Every line of the records below that has the word "宇田磯部停車場線" should be copied.

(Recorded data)
★ ★ ★ ★
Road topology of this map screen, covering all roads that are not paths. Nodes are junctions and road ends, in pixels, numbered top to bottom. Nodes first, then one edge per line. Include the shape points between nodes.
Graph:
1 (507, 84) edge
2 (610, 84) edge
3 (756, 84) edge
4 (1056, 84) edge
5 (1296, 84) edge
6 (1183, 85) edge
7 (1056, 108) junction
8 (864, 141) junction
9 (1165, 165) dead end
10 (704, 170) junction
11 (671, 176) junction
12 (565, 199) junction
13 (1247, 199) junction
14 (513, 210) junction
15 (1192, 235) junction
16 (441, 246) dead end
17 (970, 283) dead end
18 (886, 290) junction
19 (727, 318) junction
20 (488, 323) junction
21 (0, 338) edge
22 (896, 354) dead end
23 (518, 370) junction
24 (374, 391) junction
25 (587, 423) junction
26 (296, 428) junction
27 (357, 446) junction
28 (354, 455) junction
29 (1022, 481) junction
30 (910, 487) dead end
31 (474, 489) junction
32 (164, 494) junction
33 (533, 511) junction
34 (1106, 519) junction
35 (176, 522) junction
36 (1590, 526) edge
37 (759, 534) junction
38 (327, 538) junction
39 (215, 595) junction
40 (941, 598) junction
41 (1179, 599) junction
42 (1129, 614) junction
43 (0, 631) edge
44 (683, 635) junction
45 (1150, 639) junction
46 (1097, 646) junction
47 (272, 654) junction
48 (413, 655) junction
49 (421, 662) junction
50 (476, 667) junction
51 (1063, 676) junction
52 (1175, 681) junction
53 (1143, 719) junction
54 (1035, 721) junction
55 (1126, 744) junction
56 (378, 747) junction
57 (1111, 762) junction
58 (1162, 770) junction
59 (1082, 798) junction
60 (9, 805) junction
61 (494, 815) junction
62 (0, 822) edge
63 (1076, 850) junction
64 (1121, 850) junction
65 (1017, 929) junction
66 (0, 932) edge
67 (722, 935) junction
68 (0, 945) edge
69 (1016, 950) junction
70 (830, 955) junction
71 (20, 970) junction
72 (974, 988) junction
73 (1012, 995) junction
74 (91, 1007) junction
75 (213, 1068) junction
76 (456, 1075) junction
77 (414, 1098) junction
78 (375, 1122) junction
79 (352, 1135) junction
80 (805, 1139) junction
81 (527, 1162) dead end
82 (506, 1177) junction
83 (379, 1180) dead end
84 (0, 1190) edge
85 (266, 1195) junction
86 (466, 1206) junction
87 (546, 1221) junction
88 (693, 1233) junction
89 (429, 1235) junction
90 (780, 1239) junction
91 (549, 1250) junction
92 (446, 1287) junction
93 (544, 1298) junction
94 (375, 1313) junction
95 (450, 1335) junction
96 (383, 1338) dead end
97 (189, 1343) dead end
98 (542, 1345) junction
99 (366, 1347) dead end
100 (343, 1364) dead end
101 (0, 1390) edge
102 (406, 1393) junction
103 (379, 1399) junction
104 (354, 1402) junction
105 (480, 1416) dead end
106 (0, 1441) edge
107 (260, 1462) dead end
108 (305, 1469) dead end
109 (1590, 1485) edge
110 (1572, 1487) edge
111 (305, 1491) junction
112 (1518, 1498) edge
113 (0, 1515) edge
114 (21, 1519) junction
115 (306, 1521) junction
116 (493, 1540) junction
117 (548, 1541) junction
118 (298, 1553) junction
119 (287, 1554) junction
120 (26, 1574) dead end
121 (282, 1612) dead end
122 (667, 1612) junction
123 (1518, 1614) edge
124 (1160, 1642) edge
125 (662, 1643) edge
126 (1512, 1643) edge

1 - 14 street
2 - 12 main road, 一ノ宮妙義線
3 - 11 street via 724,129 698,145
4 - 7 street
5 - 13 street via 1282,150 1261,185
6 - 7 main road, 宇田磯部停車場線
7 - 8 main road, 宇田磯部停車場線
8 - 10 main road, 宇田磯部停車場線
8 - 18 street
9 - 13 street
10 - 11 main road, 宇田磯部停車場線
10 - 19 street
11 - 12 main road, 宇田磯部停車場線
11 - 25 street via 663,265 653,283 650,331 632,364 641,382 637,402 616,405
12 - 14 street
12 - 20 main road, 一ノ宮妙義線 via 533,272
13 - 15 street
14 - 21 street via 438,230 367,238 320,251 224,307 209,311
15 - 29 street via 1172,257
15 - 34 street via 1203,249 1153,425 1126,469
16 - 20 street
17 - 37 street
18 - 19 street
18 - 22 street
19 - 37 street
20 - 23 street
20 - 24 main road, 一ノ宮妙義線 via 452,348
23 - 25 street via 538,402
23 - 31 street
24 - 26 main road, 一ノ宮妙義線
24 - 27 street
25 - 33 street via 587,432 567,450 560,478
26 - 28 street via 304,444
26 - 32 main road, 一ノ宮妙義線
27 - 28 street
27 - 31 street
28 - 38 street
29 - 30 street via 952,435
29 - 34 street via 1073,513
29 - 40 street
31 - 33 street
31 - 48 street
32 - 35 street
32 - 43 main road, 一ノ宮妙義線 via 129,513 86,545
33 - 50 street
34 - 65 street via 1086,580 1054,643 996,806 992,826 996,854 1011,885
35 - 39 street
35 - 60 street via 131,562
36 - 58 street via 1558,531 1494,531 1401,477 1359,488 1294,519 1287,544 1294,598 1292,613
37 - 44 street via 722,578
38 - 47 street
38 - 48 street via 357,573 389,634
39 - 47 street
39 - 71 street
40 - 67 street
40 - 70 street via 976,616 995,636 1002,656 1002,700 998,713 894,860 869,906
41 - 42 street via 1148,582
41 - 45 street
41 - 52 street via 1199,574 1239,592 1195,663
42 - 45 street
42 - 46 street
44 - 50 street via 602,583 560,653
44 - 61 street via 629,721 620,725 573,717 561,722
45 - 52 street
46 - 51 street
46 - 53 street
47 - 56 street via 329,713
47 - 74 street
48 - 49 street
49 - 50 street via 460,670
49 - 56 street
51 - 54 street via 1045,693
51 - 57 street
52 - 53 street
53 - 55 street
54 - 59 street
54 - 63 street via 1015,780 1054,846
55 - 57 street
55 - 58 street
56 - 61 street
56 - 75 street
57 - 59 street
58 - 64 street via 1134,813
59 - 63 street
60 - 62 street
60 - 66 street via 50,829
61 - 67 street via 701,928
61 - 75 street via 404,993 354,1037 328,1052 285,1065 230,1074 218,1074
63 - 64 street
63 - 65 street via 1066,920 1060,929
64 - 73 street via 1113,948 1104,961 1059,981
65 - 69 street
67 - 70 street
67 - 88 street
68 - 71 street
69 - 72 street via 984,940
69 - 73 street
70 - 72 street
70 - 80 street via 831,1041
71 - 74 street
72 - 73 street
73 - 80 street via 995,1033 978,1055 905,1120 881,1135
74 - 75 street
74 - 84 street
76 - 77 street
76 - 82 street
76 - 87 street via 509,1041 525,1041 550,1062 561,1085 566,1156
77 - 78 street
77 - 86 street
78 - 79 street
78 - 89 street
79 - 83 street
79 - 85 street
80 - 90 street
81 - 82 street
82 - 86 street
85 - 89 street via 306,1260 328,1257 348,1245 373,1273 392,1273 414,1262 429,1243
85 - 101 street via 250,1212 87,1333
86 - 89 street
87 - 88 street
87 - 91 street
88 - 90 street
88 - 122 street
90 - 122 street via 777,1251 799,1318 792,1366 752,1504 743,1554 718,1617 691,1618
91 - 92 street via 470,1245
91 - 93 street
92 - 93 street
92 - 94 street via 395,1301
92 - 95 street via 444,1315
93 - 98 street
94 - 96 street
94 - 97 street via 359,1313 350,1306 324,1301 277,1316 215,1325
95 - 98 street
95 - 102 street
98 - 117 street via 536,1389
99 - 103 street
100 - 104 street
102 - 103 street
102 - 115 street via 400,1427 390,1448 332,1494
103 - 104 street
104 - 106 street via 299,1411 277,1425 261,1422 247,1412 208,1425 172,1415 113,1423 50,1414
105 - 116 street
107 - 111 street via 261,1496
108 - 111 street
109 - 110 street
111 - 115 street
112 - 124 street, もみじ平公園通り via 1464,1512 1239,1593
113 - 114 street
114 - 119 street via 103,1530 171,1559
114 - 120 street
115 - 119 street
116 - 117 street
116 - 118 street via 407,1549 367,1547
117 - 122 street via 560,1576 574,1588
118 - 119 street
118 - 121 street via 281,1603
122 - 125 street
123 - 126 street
★ ★ ★ ★
ANSWER SECTION >>
6 - 7 main road, 宇田磯部停車場線
7 - 8 main road, 宇田磯部停車場線
8 - 10 main road, 宇田磯部停車場線
10 - 11 main road, 宇田磯部停車場線
11 - 12 main road, 宇田磯部停車場線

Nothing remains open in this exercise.